Él se encoge de hombros. Ahora que está relajado, sus pómulos no parecen tan prominentes.
– Porque es buena haciendo su trabajo.
Yo estoy a punto de decir lo mismo de Jane, pero prevalece el sentido común.
– Estamos muy contentas de trabajar contigo.
– ¿Ah, sí?
– No juzgues Fashionista por su directora. Es más una figura decorativa que otra cosa.
Llegamos al café y, afortunadamente, hay dos mesas vacías. A pesar del aire acondicionado, hace calor.
– Yo juzgo a Fashionista por Fashionista -dice Gavin, tomando la carta-. Es una revista muy tonta.
Estoy a punto de darle una charla sobre nuestra importancia en el mercado cultural, pero no me apetece.
– Sí, es verdad. Pero estamos intentando hacerla más sustancial. Por eso nos hemos puesto en contacto contigo.
– ¿No me digas?
– Fashionista no puede convertirse de repente en una revista seria porque nuestras lectoras dejarían de comprarla. Tu trabajo nos ofrece la oportunidad de publicar algo sobre el mundo del arte, dándoles a la vez lo que quieren: caras famosas.
Gavin se queda pensativo.
– ¿Seguro que no me haréis quedar en ridículo?
– Enviaremos un fotógrafo y un redactor a tu estudio, en Londres. El fotógrafo se quejará amargamente de que no hay luz y el redactor te invitará a comer y te hará preguntas sobre tu obra. ¿Quiénes son tus influencias? ¿Quiénes son tus maestros? ¿De dónde sacas las ideas? Entrevistaremos a un crítico que defenderá tu obra diciendo que el arte tiene que evolucionar… no tienes nada que temer.
– ¿Eso es todo?
Como si estuviera leyendo un contrato, Gavin intenta buscar la letra pequeña. Pero no hay letra pequeña.
– Eso es todo.
– ¿Lo prometes?
– Soy sólo una editora, no puedo prometerte nada. Pero no hay razón para preocuparse -le aseguro-. Te dedicaremos ocho páginas y tú sólo tendrás que hacerte un par de fotografías delante de un cartel de Fashionista. ¿Crees que podrás soportarlo?
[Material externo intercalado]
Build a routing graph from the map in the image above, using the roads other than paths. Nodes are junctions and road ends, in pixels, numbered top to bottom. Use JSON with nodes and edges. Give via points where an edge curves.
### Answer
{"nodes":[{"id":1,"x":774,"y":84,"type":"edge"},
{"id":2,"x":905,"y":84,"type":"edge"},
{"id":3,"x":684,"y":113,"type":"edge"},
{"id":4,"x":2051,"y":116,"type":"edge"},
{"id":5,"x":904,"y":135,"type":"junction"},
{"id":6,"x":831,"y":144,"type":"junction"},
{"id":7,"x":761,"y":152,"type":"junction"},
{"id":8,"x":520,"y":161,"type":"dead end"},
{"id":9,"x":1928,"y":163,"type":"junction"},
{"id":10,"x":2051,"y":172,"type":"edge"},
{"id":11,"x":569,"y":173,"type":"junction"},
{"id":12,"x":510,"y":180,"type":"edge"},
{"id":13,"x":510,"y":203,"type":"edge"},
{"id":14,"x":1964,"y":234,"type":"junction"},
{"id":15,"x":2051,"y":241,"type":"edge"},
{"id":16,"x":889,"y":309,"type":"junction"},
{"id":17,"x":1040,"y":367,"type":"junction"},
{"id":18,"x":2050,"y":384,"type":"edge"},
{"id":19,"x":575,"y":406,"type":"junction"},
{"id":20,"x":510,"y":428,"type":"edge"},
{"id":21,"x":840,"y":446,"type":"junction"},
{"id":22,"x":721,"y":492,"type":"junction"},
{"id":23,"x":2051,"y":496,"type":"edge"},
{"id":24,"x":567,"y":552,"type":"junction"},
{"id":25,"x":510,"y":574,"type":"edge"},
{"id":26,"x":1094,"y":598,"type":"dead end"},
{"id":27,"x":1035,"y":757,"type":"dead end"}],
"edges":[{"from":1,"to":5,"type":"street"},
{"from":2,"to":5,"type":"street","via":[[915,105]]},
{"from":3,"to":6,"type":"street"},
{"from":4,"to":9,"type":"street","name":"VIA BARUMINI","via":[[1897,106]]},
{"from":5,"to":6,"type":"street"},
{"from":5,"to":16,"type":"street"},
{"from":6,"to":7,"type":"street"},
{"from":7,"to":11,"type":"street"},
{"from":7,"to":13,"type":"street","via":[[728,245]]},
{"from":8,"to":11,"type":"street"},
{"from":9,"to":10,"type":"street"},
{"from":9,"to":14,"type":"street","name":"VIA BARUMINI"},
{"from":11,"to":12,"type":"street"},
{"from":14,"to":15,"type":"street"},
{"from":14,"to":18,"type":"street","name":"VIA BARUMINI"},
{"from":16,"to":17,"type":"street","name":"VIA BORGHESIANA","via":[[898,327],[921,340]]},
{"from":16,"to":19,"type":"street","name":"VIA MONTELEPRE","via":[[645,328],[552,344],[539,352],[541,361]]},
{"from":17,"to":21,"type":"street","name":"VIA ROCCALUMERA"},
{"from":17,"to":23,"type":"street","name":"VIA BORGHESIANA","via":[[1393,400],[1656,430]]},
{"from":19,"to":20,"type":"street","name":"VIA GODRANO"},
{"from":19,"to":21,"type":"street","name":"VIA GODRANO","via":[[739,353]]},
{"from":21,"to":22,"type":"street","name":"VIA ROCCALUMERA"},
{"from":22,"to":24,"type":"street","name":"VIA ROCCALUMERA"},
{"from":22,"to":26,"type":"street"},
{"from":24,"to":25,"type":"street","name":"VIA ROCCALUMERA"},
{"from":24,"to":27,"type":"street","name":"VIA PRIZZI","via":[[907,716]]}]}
Gavin Marshall asiente con la cabeza. Está cansado del tema.
– ¿Qué pedimos? -pregunta, mirando un menú.
– La ensalada de pollo al limón está buena.
Cuando llega el camarero, los dos pedimos ensalada. Y mientras comemos, hablamos de Dorando la imagen.
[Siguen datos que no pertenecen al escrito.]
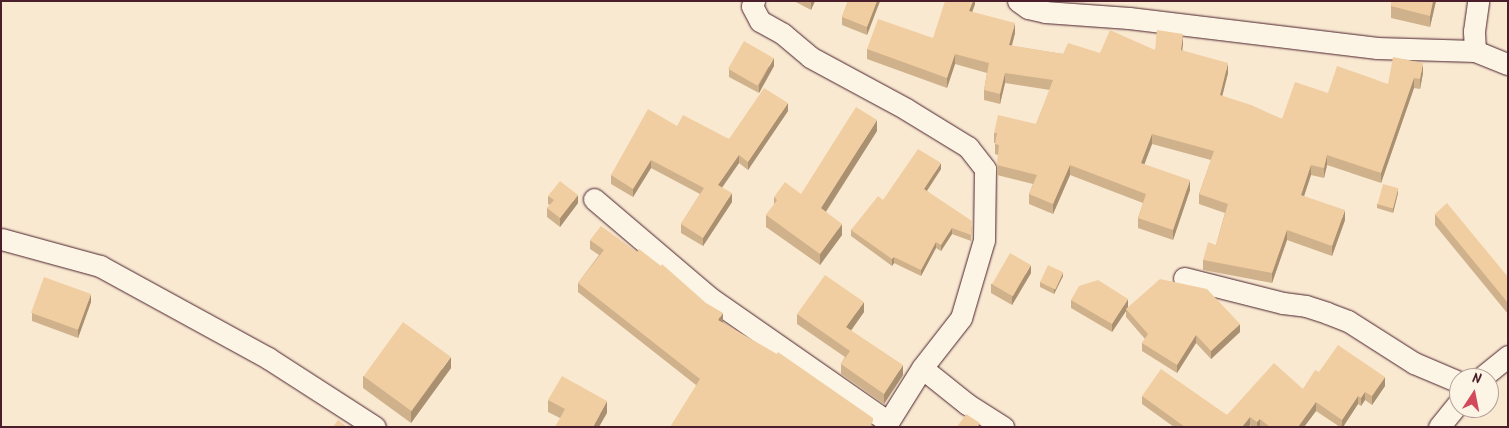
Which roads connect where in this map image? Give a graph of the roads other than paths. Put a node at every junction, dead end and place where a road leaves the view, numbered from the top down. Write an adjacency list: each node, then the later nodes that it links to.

Gavin es agradable y yo intento relajarme mientras me cuenta que su trabajo es un comentario sobre la espiritualidad escondida en el mundo de la alta costura.
En realidad, sus sospechas están más que justificadas. Le he dicho la verdad, pero mi imaginación no es infinita. Que yo haya pensado en ese ángulo para el artículo no significa que Jane o Dot o Lydia no hayan pensado algo completamente diferente. Y mucho más superficial.